[Work to be completed]: Which lines in the records below contain the word "גולדה"? Copy each one.
──────
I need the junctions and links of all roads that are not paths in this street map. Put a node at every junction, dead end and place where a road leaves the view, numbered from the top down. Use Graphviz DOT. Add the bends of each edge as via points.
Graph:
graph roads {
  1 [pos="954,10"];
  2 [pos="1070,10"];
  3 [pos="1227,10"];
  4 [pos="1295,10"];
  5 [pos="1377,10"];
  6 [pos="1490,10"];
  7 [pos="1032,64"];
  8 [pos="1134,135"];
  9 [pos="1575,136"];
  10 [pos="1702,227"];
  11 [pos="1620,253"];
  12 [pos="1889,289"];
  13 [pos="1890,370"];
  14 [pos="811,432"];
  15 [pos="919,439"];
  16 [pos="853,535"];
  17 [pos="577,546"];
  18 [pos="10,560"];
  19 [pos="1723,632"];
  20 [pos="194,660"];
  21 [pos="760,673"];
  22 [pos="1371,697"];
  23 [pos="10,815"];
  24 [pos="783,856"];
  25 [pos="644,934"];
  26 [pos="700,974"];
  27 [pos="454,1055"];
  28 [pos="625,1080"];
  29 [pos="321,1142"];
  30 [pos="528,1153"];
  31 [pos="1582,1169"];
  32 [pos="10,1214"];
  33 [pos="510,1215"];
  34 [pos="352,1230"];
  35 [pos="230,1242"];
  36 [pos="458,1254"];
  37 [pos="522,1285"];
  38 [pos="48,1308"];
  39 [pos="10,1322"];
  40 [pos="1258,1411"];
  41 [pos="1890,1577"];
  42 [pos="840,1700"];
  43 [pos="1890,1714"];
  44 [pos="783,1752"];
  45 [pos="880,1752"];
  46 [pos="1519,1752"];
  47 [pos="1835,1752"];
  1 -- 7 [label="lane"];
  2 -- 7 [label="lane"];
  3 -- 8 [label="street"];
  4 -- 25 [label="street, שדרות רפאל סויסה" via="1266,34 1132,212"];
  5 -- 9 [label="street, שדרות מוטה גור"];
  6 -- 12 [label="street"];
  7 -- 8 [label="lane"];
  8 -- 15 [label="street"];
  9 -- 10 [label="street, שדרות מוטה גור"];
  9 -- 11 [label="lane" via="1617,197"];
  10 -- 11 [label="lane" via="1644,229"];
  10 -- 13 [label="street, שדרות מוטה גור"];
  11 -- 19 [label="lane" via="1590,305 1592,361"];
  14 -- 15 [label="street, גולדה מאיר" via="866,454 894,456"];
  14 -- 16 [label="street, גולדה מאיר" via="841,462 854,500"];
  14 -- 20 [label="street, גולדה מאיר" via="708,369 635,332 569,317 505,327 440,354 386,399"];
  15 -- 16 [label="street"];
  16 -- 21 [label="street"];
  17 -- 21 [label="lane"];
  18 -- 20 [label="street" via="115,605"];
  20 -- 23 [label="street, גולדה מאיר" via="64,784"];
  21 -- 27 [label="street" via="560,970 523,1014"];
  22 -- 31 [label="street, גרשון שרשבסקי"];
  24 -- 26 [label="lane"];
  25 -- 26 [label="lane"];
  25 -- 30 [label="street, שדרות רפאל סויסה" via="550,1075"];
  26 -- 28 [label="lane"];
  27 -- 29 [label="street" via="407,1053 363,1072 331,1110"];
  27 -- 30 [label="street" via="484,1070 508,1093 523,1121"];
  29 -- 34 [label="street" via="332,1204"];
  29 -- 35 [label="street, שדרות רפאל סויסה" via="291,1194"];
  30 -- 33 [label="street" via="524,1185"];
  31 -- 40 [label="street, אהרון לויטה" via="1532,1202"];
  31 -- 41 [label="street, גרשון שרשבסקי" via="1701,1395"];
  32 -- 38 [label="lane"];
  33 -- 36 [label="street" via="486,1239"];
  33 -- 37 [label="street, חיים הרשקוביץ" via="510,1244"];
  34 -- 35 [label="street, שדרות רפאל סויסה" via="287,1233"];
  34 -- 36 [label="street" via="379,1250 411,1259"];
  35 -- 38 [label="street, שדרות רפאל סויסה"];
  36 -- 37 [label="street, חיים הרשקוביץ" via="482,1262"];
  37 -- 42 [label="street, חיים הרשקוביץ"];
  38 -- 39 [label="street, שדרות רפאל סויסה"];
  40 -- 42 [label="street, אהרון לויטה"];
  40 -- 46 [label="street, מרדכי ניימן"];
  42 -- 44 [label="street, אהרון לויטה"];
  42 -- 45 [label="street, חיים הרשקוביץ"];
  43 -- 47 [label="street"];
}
──────
[Exercise solution]:
  14 -- 15 [label="street, גולדה מאיר" via="866,454 894,456"];
  14 -- 16 [label="street, גולדה מאיר" via="841,462 854,500"];
  14 -- 20 [label="street, גולדה מאיר" via="708,369 635,332 569,317 505,327 440,354 386,399"];
  20 -- 23 [label="street, גולדה מאיר" via="64,784"];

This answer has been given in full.